We now have a recently-renovated home in a great part of southeast Florida, grandkids to see and to care-for, and this little refuge is going to help me to keep things rolling.

One of the things I'm trying to do with our four year-old grandson is to introduce him to shop work, tools, and safety in the workplace. He has his own play tools, and a small number of real tools that he's been instructed on how to care-for and how to use them. A couple stories of his behavior:

His mommy and daddy and he were on a plane to visit family. There was a delay because something mechanical on the airframe had to be addressed, though the plane was full, the door was locked and everyone was waiting for whatever maintenance needed to be completed. The lead pilot had made an announcement about the delay, the reason for the delay, and how-soon he hoped the plane would depart. Our grandson asked mommy and daddy to speak to the flight attendant, and when she came by, they hailed her, and told her the child had asked to speak to her. She bent-down and asked, "hello, I heard you would like to speak to me?"

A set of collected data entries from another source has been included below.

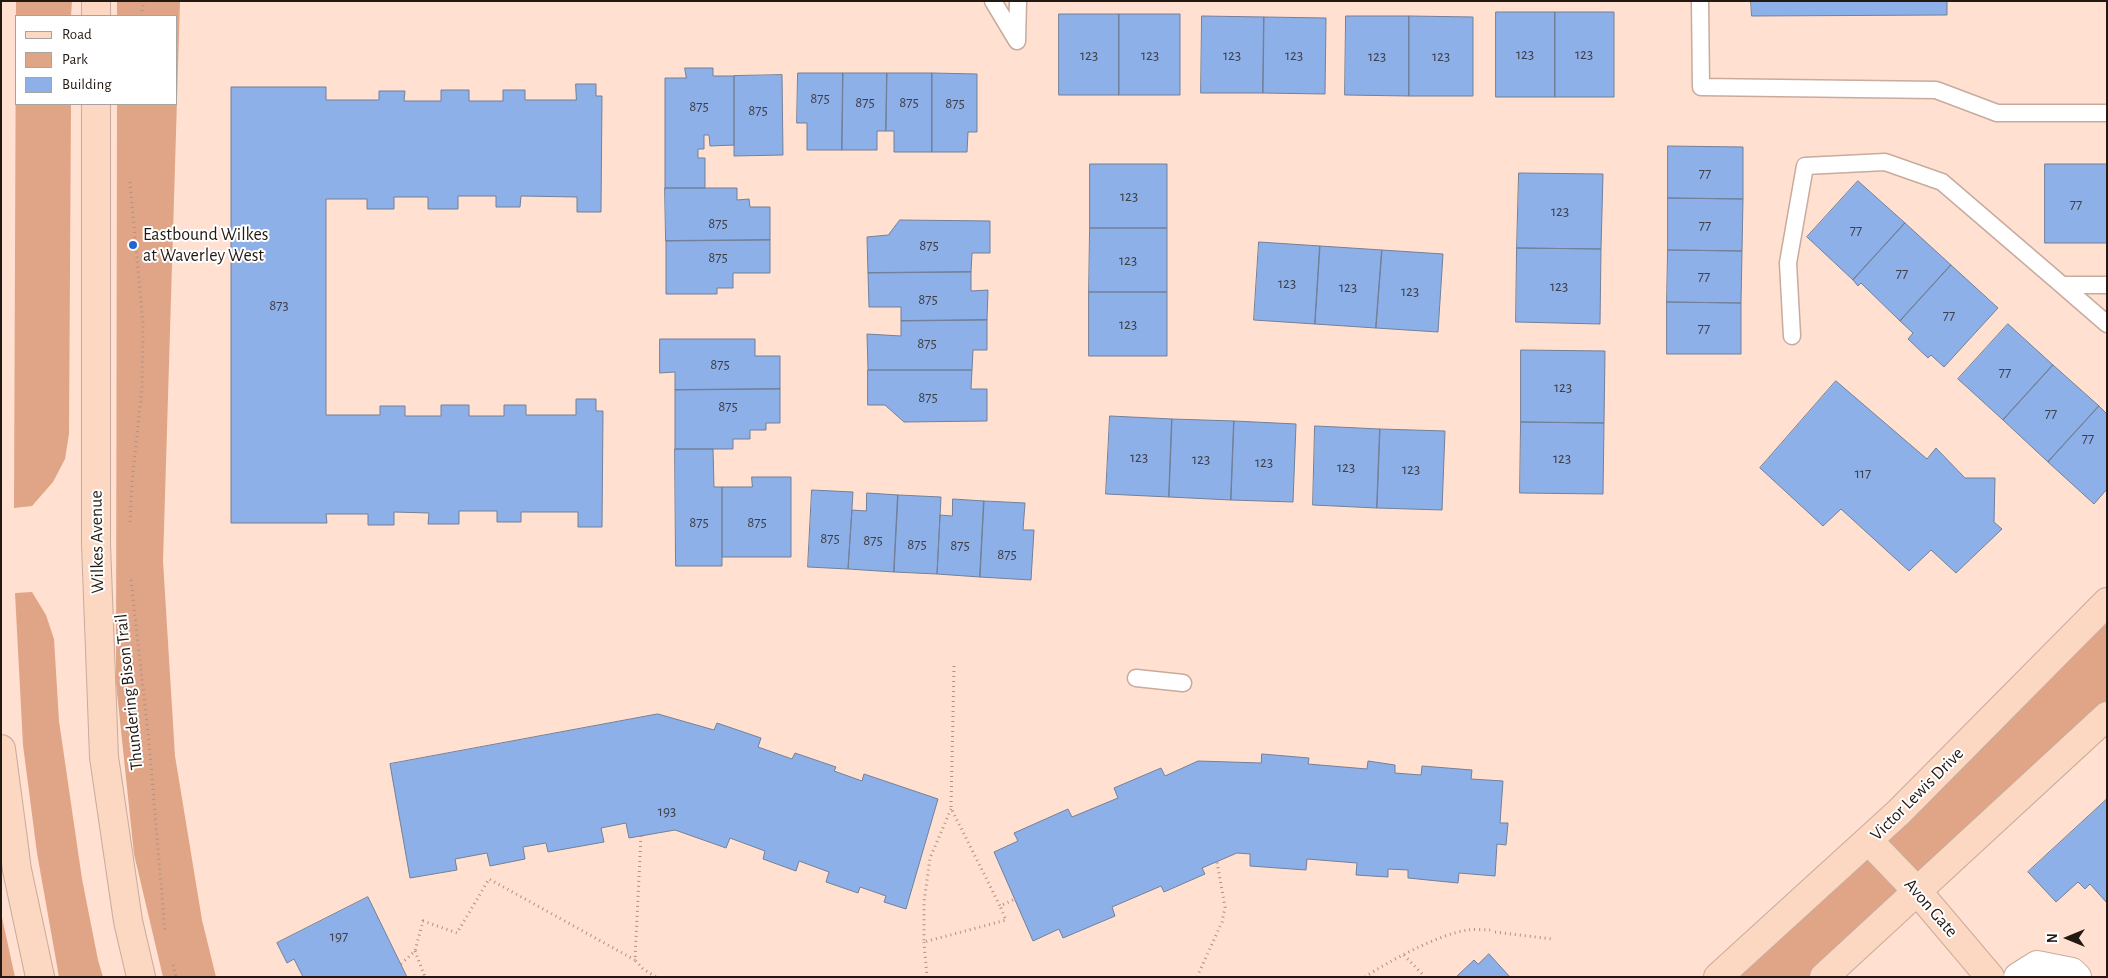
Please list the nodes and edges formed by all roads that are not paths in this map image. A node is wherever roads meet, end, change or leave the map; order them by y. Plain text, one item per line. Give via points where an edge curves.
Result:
1 (96, 1) edge
2 (993, 1) edge
3 (1018, 1) edge
4 (1700, 1) edge
5 (96, 15) edge
6 (96, 105) edge
7 (2107, 113) edge
8 (2062, 285) junction
9 (2107, 285) edge
10 (2107, 324) edge
11 (1792, 336) dead end
12 (2107, 602) edge
13 (1136, 678) dead end
14 (1183, 683) dead end
15 (2107, 716) edge
16 (1, 749) edge
17 (1869, 841) junction
18 (1918, 892) junction
19 (40, 977) edge
20 (142, 977) edge
21 (1718, 977) edge
22 (1824, 977) edge
23 (1990, 977) edge
24 (2018, 977) edge
25 (2077, 977) edge

1 - 5 main road
2 - 3 lane via 1017,41
4 - 7 lane via 1700,88 1936,90 1997,113
6 - 20 main road, Wilkes Avenue via 96,544 104,757 128,921
8 - 9 lane
8 - 10 lane
8 - 11 lane via 1942,182 1885,162 1805,166 1788,263
12 - 17 main road, Victor Lewis Drive
13 - 14 lane
15 - 18 main road
16 - 19 main road via 17,870
17 - 18 main road, Avon Gate
17 - 21 main road, Victor Lewis Drive
18 - 22 main road
18 - 23 main road, Avon Gate
24 - 25 street via 2037,965 2072,972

He looked he in the eye, and said, "if the airplane can't fly and needs repairs, they probably need to use a screwdriver to fix it!" I think he wasn't quite age 4, and I had just taught him about slot-head and Phillips screwdrivers, and "righty-tighty, lefty-loosie."

Everyone got a laugh about his comment.

Another time, we were working on something, and I was wearing a "Peanuts" t-shirt, with Charlie Brown and Lucy on it. I asked him, "if I want to remove this screw, which-way do I need to turn it?"

He looked-up at me, pointed at my shirt, and said, "righty-tighty, lefty-Lucy, Charlie Brown!"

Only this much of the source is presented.